Fueron a un bar, él le invitó una gaseosa y sin demasiados rodeos le dijo: “Contame qué te pasa”. Y si bien Graciela había peleado con su novio, la realidad era que esa era la cuestión que menos la preocupaba. “Estaba en una nube ¡Tan cerquita suyo! Me dijo que él se daba cuenta de que lo miraba diferente, que me esforzaba por cumplir con las tareas y participar en clase. Y me dio tanta vergüenza que me puse colorada”.
El joven profesor le preguntó si quería volver a verlo, a modo de amigos. “Por supuesto respondí que sí. No sabía cómo ni cuándo pero quería verlo. Justo ese año, el gobierno decidió dar por finalizadas las clases en la última semana de noviembre. Y así quedaba trunca nuestra primera cita. No habíamos acordado fecha, ni horario, ni lugar. Fui a la escuela, allí nos dijeron que de tener actividades pendientes en las materias, las lleváramos a la escuela. Los docentes irían a retirarlas y al inicio del siguiente año nos dirían las notas. No perdí tiempo. Corrí a mi casa, tomé una carpeta puse unas hojas de ERSA adentro más un sobre escondido en un folio con un día, lugar y hora para vernos”.
Se encontraron en una plaza alejada del barrio donde ella vivía y de la escuela a la que asistía. Allí estaba él, esperándola. Se sentaron en un banco donde la brisa de verano los abrazó con calidez. Él le contó su historia. En Villa Ocampo, Santa Fe, el pueblo donde había nacido, no había colegio secundario por lo que estudió en un colegio de Esperanza en la congregación del Verbo Divino. Hizo el secundario, el noviciado y luego el profesorado en Filosofía y Pedagogía. En esa última época conoció a la que sería su primera esposa. Se casó en 1969, el año en que Graciela terminaba la primaria. Al año se separó y no volvió a formar pareja, estaba estudiando Psicología en la Universidad Católica de Buenos Aires. Vivía con una hermana. “Desde ese momento no nos separamos más, claro que a mis padres no les gustó nada la idea de que con 17 años saliera con un hombre de 29 y encima separado”.
“Tuvimos una vida plena”
Pero, poco a poco, el amor pudo más. El 24 de enero de 1975, contra viento y marea, sin escuchar a nadie se fueron a vivir juntos. Al año siguiente nació su primer hijo. Luego llegarían dos hijas más y un cuarto varón. “Yo, impulsada por él terminé el secundario, me recibí de maestra y luego de profesora de letras”. Trabajaron juntos, ejercieron la docencia en distintos lugares del país. Claypole, Rafael Calzada y San Francisco Solano fueron algunas de las localidades en las que dejaron su huella.

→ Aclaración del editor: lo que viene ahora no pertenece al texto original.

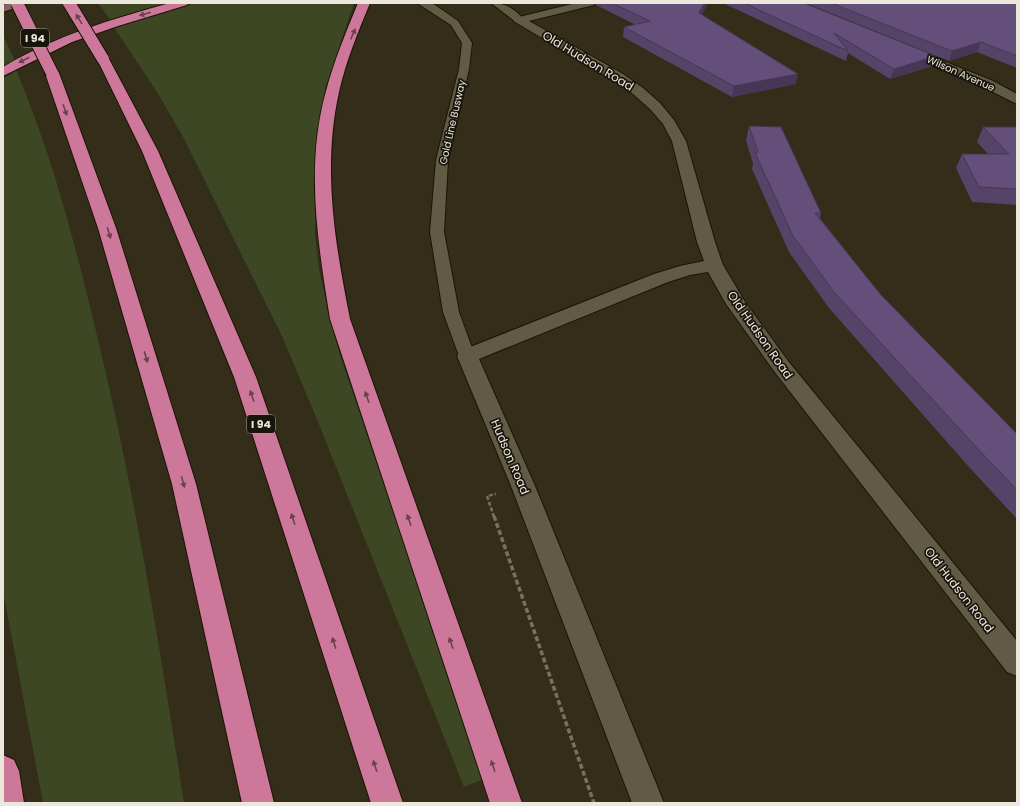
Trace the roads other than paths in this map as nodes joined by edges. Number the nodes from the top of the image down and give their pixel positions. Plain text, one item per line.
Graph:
1 (16, 3) edge
2 (20, 3) edge
3 (69, 3) edge
4 (183, 3) edge
5 (364, 3) edge
6 (422, 3) edge
7 (496, 3) edge
8 (590, 3) edge
9 (3, 9) edge
10 (519, 20) junction
11 (893, 44) edge
12 (3, 72) edge
13 (1017, 100) edge
14 (714, 265) junction
15 (468, 356) junction
16 (1017, 664) edge
17 (3, 771) edge
18 (8, 803) edge
19 (258, 803) edge
20 (387, 803) edge
21 (506, 803) edge
22 (648, 803) edge

1 -> 19 highway, I 94, bridge
2 - 9 street
20 -> 3 highway, I 94, bridge
4 -> 12 highway
21 -> 5 highway
6 - 15 lane, Gold Line Busway
7 - 10 lane
8 - 10 street
10 - 14 street, Old Hudson Road
11 - 13 street, Wilson Avenue
14 - 15 street
14 - 16 street, Old Hudson Road
15 - 22 street, Hudson Road
17 - 18 highway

Luego se mudaron a Famatina, La Rioja, dónde él fue director de un profesorado. También vivieron cuatro años en Santa Teresita, en la costa Atlántica. Cuando él se jubiló se instalaron en Bialet Massé Cordoba y de allí ya no se movieron.
Cuando se jubilaron, no dejaron de hacer actividades juntos. Asistieron a clases de canto y teatro. Viajaron mucho por el país y el exterior. “Tuvimos una vida plena y siempre estuvimos muy enamorados”. Para esa época, él comenzó a mostrar algunos síntomas de Alzheimer. Pero, sostenido por diferentes tratamientos, pudo aún seguir viviendo bien.
“2021 fue el año del declive. En cinco meses aparecieron todas las fases del Alzheimer. En sus momentos de lucidez me decía que quería morir, que no quería que yo tuviera que padecer junto a él, que yo todavía era joven y merecía lo mejor ¡Mi vida, si él era lo mejor para mí! En diciembre lo llevamos a una residencia geriátrica, donde a principios de enero decidió dejar de comer y beber agua, él no tenía ninguna otra enfermedad era muy sano, solo su mente iba deteriorando. Y yo supe que se estaba dejando morir. Al poco tiempo falleció. Fueron 49 años del amor más hermoso que alguna vez pude sentir”.